Fique atento, pois, em breve haverá o lançamento em português do filme DACHAU, O Inferno. Um longa metragem, com cenas dramatizadas sobre as experiências do Pe. José Kentenich, fundador do Movimento Apostólico de Schoenstatt, bem como de outros padres detidos no campo de concentração de Dachau.
O docudrama apresenta várias histórias entrelaçadas, mostrando como foi difícil tomar decisões que poderiam mudar o rumo do Movimento em plena Segunda Guerra Mundial e sob o domínio nazista, à luz da fé prática na Divina Providência. Além disso, mostra como a Aliança de Amor selada em Schoenstatt em 1914 deu frutos extraordinários. Aproximadamente 120 sacerdotes, de diferentes origens, selaram sua Aliança neste campo de concentração.
Uma equipe de especialistas por trás
O filme é dirigido por Gabriel Gross, renomado cineasta e produtor audiovisual, fundador da CineMater Produções, que já trabalhou em projetos para o Movimento Apostólico de Schoenstatt, o Instituto Papa Leão XIII e a Fundação Franciscana para a Terra Santa. A música do docudrama é original e foi composta exclusivamente para esta produção.

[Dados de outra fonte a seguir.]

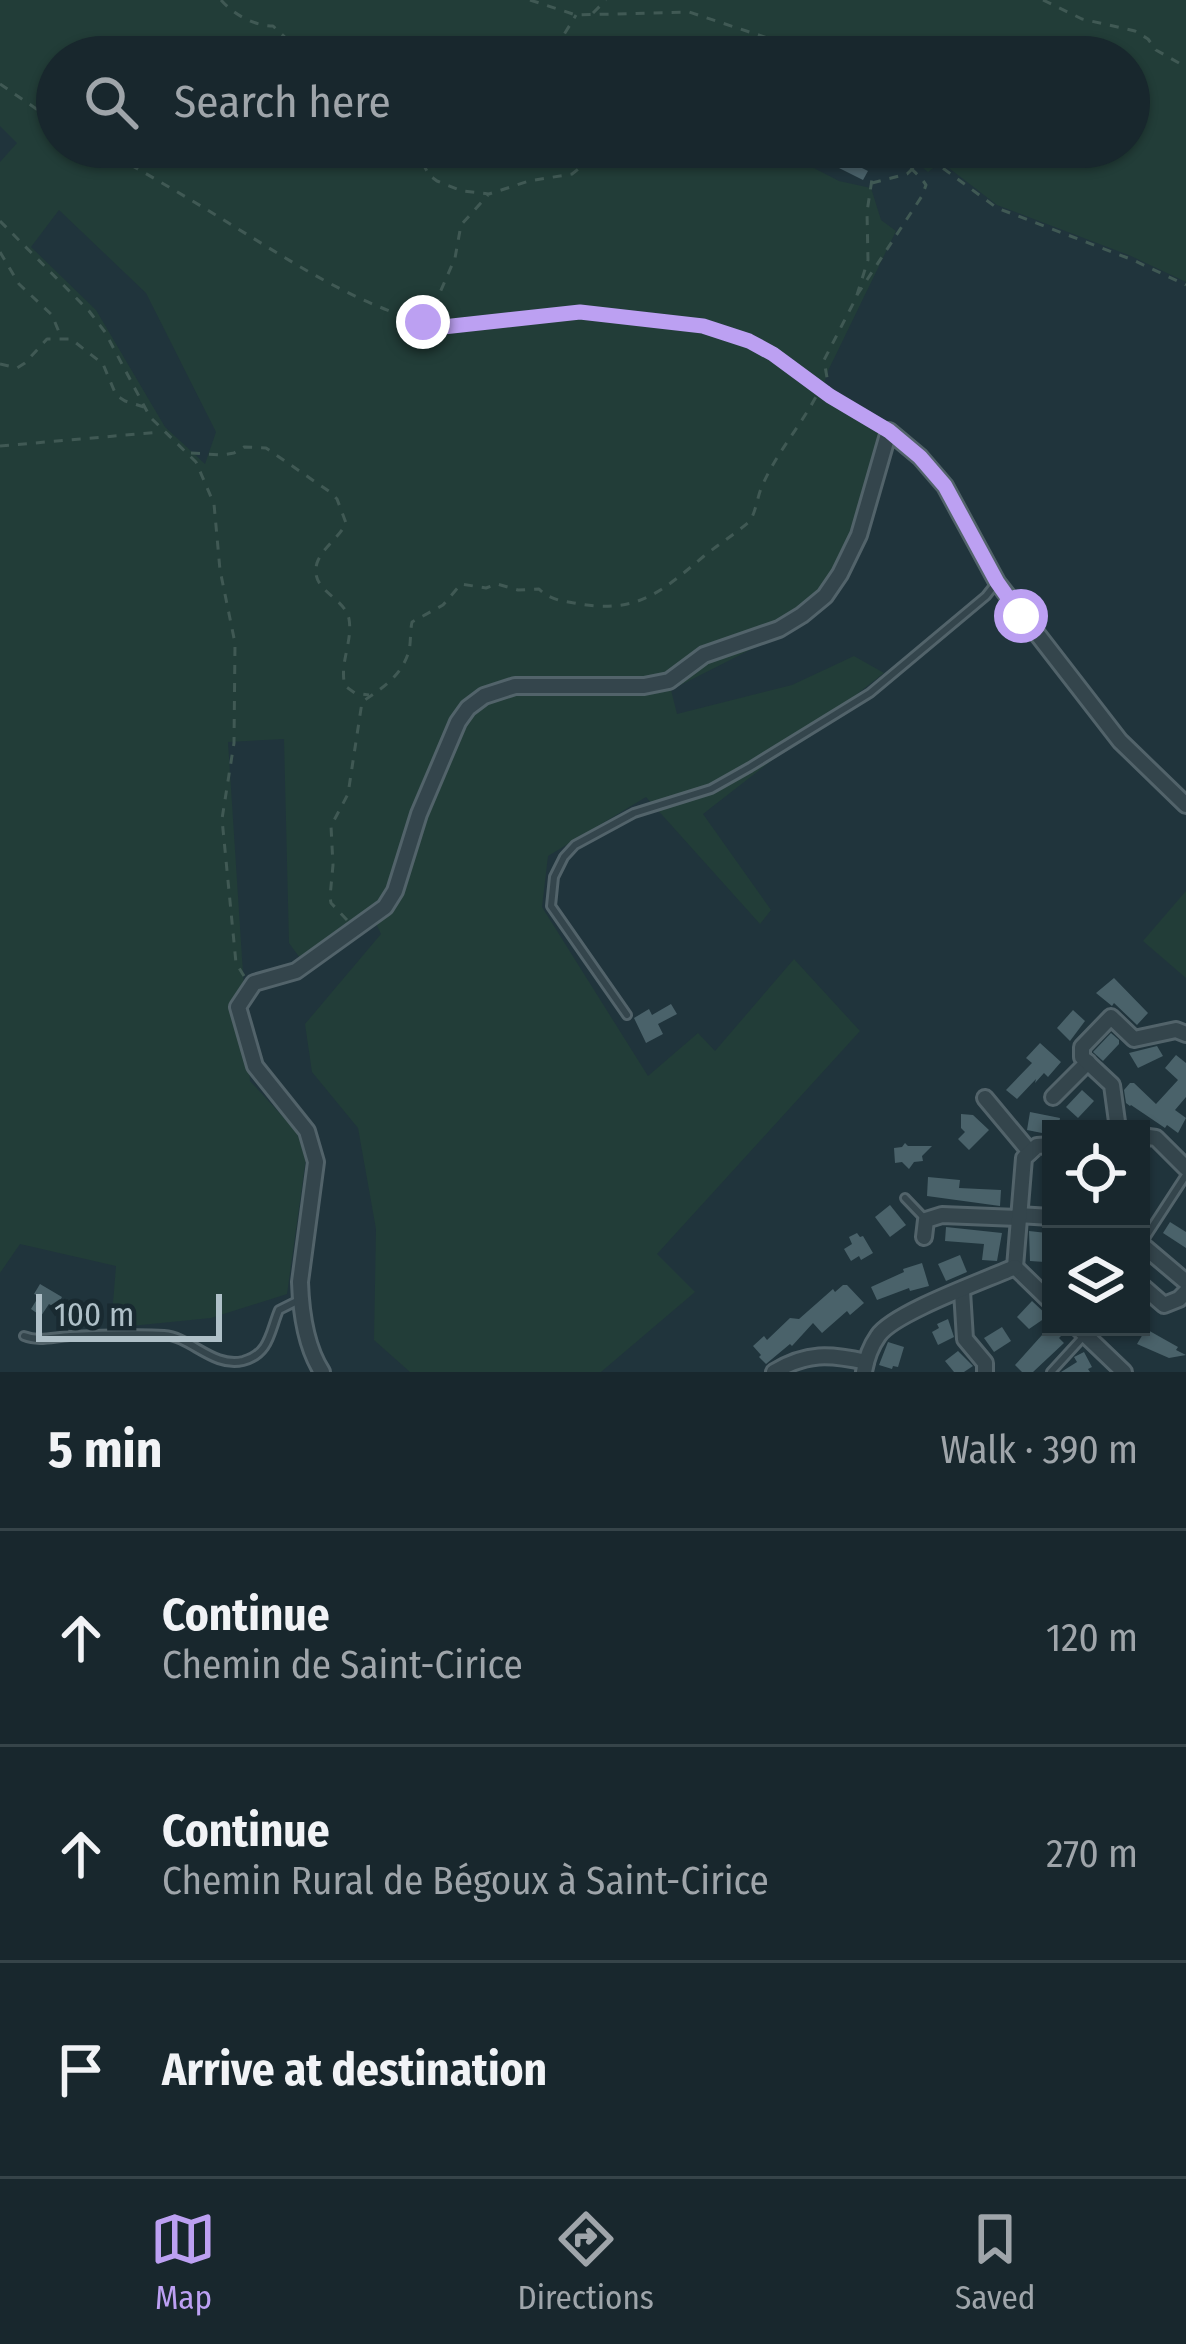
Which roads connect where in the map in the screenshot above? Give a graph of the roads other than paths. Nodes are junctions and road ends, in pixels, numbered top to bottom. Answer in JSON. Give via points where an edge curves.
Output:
{"nodes":[{"id":1,"x":997,"y":582,"type":"junction"},
{"id":2,"x":1186,"y":805,"type":"edge"},
{"id":3,"x":627,"y":1016,"type":"dead end"},
{"id":4,"x":1186,"y":1034,"type":"edge"},
{"id":5,"x":1088,"y":1062,"type":"junction"},
{"id":6,"x":1053,"y":1097,"type":"dead end"},
{"id":7,"x":986,"y":1098,"type":"dead end"},
{"id":8,"x":1117,"y":1120,"type":"edge"},
{"id":9,"x":1150,"y":1137,"type":"edge"},
{"id":10,"x":1042,"y":1146,"type":"edge"},
{"id":11,"x":1030,"y":1153,"type":"junction"},
{"id":12,"x":1186,"y":1172,"type":"edge"},
{"id":13,"x":905,"y":1198,"type":"dead end"},
{"id":14,"x":1018,"y":1216,"type":"junction"},
{"id":15,"x":1042,"y":1216,"type":"edge"},
{"id":16,"x":926,"y":1220,"type":"junction"},
{"id":17,"x":1150,"y":1235,"type":"edge"},
{"id":18,"x":925,"y":1238,"type":"dead end"},
{"id":19,"x":1150,"y":1255,"type":"edge"},
{"id":20,"x":1015,"y":1267,"type":"junction"},
{"id":21,"x":1186,"y":1282,"type":"edge"},
{"id":22,"x":962,"y":1291,"type":"junction"},
{"id":23,"x":1186,"y":1292,"type":"edge"},
{"id":24,"x":1042,"y":1293,"type":"edge"},
{"id":25,"x":1150,"y":1293,"type":"edge"},
{"id":26,"x":300,"y":1300,"type":"junction"},
{"id":27,"x":24,"y":1336,"type":"dead end"},
{"id":28,"x":1078,"y":1336,"type":"edge"},
{"id":29,"x":1089,"y":1336,"type":"edge"},
{"id":30,"x":865,"y":1367,"type":"edge"},
{"id":31,"x":322,"y":1372,"type":"edge"},
{"id":32,"x":775,"y":1372,"type":"edge"},
{"id":33,"x":985,"y":1372,"type":"edge"},
{"id":34,"x":1051,"y":1372,"type":"edge"},
{"id":35,"x":1124,"y":1372,"type":"edge"}],
"edges":[{"from":1,"to":2,"type":"street","via":[[1120,742]]},
{"from":1,"to":3,"type":"lane","via":[[870,693],[711,789],[634,813],[575,845],[554,877],[551,906]]},
{"from":1,"to":26,"type":"street","via":[[945,486],[889,431],[859,535],[825,596],[802,615],[704,655],[670,681],[515,686],[468,708],[385,907],[296,971],[254,983],[238,1006],[262,1077],[308,1131],[316,1162]]},
{"from":4,"to":5,"type":"street","via":[[1134,1039],[1111,1017],[1082,1047]]},
{"from":5,"to":6,"type":"street"},
{"from":5,"to":8,"type":"street","via":[[1112,1085]]},
{"from":7,"to":11,"type":"street"},
{"from":9,"to":12,"type":"street"},
{"from":10,"to":11,"type":"street"},
{"from":11,"to":14,"type":"street"},
{"from":12,"to":17,"type":"lane"},
{"from":13,"to":16,"type":"lane"},
{"from":14,"to":15,"type":"street"},
{"from":14,"to":16,"type":"street"},
{"from":14,"to":20,"type":"street"},
{"from":16,"to":18,"type":"street"},
{"from":19,"to":21,"type":"street"},
{"from":20,"to":22,"type":"street"},
{"from":20,"to":24,"type":"street"},
{"from":22,"to":30,"type":"street","via":[[886,1327]]},
{"from":22,"to":33,"type":"street","via":[[965,1339]]},
{"from":23,"to":25,"type":"street","via":[[1163,1305]]},
{"from":26,"to":27,"type":"lane","via":[[279,1310],[267,1345],[239,1362],[171,1335]]},
{"from":26,"to":31,"type":"street"},
{"from":28,"to":34,"type":"lane"},
{"from":29,"to":35,"type":"street"},
{"from":30,"to":32,"type":"street","via":[[833,1354]]}]}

Deseja-se que seu lançamento seja realizado com atividades de apoio financeiro à Campanha Todos Somos Schoenstatt e, assim, também pela Causa Kentenich.

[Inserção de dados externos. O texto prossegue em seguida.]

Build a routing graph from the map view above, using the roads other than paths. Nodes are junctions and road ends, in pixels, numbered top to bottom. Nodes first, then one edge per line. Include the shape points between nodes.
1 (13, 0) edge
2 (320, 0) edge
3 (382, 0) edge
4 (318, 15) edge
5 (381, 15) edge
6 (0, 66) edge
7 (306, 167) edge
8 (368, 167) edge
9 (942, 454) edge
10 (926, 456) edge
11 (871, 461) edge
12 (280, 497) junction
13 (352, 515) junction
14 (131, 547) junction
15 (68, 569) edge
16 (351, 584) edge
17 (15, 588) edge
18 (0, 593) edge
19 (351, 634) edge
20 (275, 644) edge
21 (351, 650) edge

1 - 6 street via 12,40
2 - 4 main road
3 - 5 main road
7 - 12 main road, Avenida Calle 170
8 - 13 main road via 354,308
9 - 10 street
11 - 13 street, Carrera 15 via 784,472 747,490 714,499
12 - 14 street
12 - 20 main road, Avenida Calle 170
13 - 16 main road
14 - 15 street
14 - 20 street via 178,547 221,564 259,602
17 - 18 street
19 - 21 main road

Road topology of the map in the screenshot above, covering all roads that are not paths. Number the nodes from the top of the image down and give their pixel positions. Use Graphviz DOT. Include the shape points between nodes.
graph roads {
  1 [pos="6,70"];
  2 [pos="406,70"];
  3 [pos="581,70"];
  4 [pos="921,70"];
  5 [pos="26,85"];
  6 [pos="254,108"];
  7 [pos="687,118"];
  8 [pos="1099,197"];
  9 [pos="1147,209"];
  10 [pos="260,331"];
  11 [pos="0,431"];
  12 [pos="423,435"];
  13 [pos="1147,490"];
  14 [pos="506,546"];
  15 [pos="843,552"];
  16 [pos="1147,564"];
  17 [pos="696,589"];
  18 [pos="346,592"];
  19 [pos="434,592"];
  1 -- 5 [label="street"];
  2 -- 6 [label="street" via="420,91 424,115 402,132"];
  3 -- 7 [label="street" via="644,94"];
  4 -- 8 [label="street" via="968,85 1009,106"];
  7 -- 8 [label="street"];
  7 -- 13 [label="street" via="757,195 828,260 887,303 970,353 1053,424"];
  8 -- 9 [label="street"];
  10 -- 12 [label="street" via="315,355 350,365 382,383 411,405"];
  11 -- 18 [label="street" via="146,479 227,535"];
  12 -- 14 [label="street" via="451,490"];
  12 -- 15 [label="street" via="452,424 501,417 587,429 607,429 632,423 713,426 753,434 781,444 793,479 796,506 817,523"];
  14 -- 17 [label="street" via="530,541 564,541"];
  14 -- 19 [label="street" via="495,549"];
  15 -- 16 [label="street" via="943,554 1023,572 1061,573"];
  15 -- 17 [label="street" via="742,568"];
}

Por que fazer um filme sobre Dachau?
Em Dachau, a sabedoria da cruz tornou-se tangível: aprender a viver com dignidade cristã e sacerdotal, mesmo nas circunstâncias mais adversas. Esse tempo nos ensinou a confiar plenamente na Divina Providência e a abraçar a cruz como caminho de redenção e esperança. Foi um testemunho vivo de como a fé pode transformar o sofrimento em fonte de graça e renovação.
Este tempo também permitiu refletir profundamente sobre o carisma de Schoenstatt e seu papel na Igreja. Em meio às dificuldades, o Padre Kentenich tomou consciência da necessidade de que este carisma se tornasse plenamente ativo e fecundo, especialmente diante dos desafios de um mundo marcado pelo coletivismo e outras correntes que ameaçavam tanto a sociedade quanto a própria Igreja.
O Padre Kentenich conta:
“Embora estivéssemos fisicamente prisioneiros, submetidos a condições desumanas, a liberdade interior tornou-se um tesouro que ninguém podia nos tirar. Era uma liberdade que nascia da fé e da confiança absoluta na Divina Providência…

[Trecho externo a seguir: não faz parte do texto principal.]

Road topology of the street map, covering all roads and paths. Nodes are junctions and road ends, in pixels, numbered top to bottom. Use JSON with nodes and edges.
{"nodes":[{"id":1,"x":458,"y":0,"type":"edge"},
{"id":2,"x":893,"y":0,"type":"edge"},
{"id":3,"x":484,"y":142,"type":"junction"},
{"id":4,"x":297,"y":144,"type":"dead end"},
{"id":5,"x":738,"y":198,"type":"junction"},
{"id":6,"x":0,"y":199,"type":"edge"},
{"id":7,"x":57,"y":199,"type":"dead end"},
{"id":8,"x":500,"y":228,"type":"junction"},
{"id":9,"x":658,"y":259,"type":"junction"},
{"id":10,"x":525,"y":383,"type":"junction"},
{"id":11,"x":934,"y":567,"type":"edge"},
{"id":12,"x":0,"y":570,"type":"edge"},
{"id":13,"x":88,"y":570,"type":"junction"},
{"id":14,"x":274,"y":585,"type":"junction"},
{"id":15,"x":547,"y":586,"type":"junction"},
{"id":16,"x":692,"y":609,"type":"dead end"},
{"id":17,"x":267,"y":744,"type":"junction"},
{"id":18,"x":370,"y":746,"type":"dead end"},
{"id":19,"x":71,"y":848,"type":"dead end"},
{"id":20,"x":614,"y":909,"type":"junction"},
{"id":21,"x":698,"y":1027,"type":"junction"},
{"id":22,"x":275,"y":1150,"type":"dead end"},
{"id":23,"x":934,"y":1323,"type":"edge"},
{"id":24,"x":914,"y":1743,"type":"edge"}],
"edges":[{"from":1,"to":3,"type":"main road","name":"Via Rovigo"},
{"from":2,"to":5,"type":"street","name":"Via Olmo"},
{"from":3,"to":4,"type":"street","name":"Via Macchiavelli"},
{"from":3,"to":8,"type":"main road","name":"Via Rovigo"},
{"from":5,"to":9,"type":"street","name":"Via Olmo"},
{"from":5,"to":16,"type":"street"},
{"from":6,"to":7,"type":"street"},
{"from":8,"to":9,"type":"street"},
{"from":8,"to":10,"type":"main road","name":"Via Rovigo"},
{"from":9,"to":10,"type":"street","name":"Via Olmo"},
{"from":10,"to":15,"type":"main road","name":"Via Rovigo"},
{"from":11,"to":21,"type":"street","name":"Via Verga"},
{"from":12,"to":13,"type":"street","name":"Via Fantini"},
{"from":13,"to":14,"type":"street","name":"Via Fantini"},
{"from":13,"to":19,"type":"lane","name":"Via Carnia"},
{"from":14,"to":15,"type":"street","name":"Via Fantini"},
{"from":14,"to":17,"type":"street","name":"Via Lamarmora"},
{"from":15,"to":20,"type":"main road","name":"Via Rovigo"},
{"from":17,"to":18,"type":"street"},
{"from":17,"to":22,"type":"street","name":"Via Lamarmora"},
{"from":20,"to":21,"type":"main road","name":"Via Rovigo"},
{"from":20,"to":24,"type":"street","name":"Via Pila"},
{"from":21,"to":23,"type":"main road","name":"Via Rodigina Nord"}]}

A liberdade interior, tal como a entendíamos em Dachau, não era simplesmente a ausência de correntes físicas, mas a capacidade de ser livres para Deus e para tudo o que é divino. Era uma luta constante para nos libertarmos de tudo o que não era divino, de tudo o que pudesse nos afastar de nossa comunhão com Ele. Essa liberdade não se deixava intimidar nem subjugar, nem mesmo nas circunstâncias mais adversas. Era uma liberdade que brotava da certeza de que somos filhos de Deus, membros de Cristo e templos da Santíssima Trindade.”